▶ [Task item]:
If a line in the data below holds the word "السطوة", copy it.
○ ○ ○ ○ ○ ○ ○
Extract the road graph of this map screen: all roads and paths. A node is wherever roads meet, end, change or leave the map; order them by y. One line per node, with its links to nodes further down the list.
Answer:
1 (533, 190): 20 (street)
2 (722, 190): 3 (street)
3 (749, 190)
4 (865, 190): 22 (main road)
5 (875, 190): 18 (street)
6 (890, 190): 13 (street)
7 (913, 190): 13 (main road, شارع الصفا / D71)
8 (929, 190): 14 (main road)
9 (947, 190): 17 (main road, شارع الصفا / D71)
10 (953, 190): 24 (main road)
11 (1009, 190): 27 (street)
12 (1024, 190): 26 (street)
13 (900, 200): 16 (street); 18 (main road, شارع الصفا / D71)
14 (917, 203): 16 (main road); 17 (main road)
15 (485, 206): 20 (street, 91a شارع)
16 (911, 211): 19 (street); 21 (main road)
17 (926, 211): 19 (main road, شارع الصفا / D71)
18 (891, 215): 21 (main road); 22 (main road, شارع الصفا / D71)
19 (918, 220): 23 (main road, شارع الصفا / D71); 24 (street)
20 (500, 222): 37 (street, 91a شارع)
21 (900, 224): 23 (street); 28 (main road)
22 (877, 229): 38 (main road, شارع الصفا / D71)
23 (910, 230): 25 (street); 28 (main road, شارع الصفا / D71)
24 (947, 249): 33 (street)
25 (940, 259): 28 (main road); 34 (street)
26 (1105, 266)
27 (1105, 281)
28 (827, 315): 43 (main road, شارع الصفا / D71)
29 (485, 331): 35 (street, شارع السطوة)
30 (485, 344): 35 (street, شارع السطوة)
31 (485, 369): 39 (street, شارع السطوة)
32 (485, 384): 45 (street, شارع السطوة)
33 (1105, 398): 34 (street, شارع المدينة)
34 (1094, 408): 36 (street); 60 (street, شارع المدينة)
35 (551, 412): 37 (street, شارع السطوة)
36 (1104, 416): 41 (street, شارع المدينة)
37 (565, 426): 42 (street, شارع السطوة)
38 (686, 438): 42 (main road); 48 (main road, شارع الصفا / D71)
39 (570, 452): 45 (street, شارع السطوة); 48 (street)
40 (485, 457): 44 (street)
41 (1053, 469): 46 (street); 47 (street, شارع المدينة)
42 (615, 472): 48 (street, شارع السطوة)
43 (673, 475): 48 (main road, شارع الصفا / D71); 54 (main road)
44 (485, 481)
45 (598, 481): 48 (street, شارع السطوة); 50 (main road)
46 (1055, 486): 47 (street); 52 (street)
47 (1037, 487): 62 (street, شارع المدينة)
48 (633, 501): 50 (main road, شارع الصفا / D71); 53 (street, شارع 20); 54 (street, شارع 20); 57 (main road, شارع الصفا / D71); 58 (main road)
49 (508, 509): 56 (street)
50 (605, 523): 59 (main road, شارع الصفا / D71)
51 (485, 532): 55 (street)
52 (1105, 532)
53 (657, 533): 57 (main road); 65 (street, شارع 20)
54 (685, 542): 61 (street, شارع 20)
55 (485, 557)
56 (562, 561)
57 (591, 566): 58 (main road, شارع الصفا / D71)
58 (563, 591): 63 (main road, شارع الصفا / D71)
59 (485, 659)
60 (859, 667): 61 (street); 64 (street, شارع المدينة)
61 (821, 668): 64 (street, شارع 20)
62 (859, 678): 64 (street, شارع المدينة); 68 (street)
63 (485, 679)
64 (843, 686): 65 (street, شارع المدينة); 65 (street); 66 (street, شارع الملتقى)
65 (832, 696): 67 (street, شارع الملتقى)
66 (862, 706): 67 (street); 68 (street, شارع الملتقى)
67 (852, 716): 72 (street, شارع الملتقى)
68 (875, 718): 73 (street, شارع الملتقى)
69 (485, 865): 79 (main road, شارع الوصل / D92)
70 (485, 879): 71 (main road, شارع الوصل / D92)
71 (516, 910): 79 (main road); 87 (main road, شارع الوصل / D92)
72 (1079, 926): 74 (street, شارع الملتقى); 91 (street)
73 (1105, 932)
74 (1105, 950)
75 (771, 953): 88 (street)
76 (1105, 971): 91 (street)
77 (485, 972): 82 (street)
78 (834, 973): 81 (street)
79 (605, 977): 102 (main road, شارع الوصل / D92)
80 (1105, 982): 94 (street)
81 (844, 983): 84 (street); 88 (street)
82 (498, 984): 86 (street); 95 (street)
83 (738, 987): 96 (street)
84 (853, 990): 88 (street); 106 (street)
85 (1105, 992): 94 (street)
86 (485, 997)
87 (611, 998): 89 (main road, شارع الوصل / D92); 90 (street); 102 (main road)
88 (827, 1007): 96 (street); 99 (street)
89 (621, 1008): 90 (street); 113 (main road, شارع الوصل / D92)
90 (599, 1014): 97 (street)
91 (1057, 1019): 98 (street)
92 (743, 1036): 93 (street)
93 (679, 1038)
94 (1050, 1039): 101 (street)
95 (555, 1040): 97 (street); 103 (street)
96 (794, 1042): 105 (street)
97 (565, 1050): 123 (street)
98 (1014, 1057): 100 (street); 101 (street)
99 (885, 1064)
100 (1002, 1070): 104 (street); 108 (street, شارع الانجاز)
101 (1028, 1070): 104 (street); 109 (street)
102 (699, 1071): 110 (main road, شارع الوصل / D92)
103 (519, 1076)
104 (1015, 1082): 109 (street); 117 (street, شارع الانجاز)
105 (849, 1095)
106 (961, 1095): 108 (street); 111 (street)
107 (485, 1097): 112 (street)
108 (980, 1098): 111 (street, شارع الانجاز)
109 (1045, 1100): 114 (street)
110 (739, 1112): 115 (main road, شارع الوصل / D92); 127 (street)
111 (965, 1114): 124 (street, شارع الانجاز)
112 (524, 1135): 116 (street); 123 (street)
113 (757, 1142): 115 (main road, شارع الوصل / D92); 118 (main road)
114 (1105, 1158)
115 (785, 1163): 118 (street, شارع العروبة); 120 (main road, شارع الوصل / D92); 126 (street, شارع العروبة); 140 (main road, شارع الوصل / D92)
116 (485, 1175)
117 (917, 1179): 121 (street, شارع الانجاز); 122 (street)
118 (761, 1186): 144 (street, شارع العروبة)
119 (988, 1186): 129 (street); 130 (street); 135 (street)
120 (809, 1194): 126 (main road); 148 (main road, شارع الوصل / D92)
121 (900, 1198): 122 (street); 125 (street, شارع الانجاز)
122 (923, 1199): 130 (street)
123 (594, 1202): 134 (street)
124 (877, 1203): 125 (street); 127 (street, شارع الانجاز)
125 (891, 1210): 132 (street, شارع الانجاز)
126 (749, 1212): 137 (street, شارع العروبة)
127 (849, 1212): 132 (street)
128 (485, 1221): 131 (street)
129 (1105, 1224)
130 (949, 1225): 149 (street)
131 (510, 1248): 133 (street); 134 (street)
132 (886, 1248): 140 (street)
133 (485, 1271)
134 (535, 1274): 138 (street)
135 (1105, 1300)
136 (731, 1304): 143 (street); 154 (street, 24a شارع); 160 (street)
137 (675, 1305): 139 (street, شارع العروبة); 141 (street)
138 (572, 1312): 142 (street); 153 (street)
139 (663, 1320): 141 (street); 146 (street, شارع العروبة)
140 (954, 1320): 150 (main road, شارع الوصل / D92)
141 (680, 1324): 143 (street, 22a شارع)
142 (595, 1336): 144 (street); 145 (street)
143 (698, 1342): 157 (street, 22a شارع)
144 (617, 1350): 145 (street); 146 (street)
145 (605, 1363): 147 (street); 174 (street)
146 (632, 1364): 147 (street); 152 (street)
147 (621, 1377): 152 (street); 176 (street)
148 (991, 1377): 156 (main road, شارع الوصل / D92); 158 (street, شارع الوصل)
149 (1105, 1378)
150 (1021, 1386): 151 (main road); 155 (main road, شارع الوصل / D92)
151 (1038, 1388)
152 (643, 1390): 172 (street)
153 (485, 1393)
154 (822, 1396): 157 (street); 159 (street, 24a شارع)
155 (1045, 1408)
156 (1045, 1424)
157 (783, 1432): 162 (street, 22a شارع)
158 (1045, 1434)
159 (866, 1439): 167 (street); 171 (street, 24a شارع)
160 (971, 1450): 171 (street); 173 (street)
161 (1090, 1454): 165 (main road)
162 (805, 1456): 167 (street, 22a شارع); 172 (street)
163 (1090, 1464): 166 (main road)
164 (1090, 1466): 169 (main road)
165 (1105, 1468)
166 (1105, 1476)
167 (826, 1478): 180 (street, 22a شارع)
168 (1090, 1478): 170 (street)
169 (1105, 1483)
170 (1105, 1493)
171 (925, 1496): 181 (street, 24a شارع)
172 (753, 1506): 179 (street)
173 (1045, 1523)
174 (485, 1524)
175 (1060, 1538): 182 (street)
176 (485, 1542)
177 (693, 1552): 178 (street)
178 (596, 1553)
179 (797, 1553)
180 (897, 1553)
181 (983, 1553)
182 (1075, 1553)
○ ○ ○ ○ ○ ○ ○
▶ [Exercise solution]:
29 (485, 331): 35 (street, شارع السطوة)
30 (485, 344): 35 (street, شارع السطوة)
31 (485, 369): 39 (street, شارع السطوة)
32 (485, 384): 45 (street, شارع السطوة)
35 (551, 412): 37 (street, شارع السطوة)
37 (565, 426): 42 (street, شارع السطوة)
39 (570, 452): 45 (street, شارع السطوة); 48 (street)
42 (615, 472): 48 (street, شارع السطوة)
45 (598, 481): 48 (street, شارع السطوة); 50 (main road)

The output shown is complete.